Non-equilibrium steady states in the quantum XXZ spin chain

TL;DR

This paper studies non-equilibrium steady states in the quantum XXZ spin chain, analyzing magnetization, entanglement, and correlations through numerical simulations to understand transport properties and compare with theoretical models.

Contribution

It provides a detailed numerical analysis of non-equilibrium steady states in the XXZ spin chain, including front propagation, stationary currents, and correlation functions, with comparisons to theoretical predictions.

Findings

Development of a large time-independent correlation region

Quantitative evaluation of stationary current dependence on initial conditions

Good agreement with Luttinger liquid conductance and bosonization results

Abstract

We investigate the dynamics of a critical XXZ spin-1/2 chain prepared in an inhomogeneous initial state with different magnetizations on the left and right halves. We simulate the real-time evolution using the time-evolving block decimation (TEBD) method.
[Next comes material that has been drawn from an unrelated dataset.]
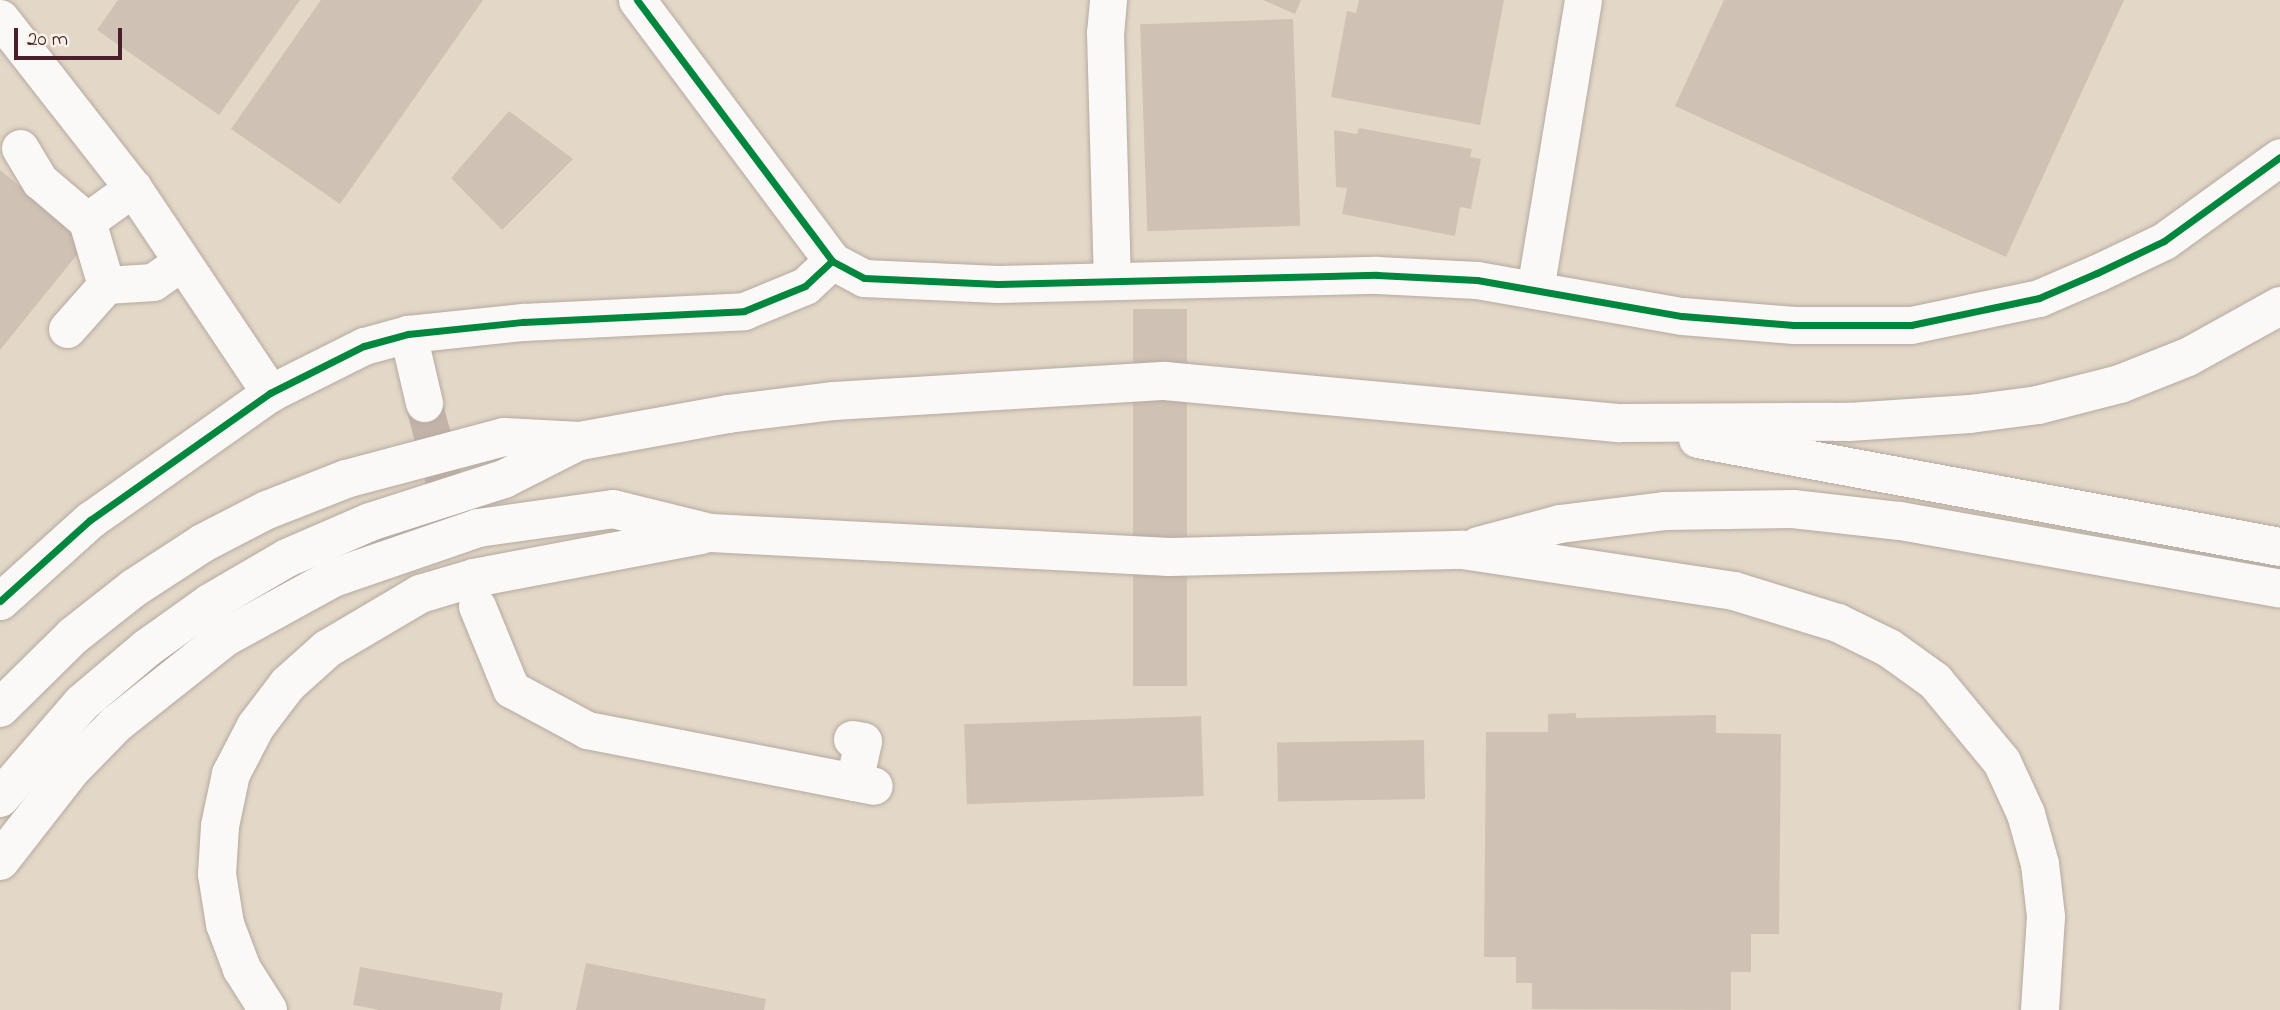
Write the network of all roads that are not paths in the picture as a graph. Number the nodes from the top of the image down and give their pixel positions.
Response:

We follow the front propagation by measuring the magnetization and entanglement entropy profiles, and we focus on the situation where the initial state is not fully polarized. At long times, as in the free fermion case (T. Antal et al. 1999), a large central region develops where correlations become time-independent and translation invariant. The shape and speed of the fronts is studied numerically and we evaluate the stationary current as a function of initial magnetic field and as a function of the anisotropy \Delta. We compare the results with the conductance of a Tomonaga-Luttinger liquid, and with the exact free-fermion solution at \Delta=0. We also investigate the two-point correlations in the stationary region and find a good agreement with the "twisted" form obtained by J. Lancaster and A. Mitra (2010) using bosonization. Some deviations are nevertheless observed for strong currents.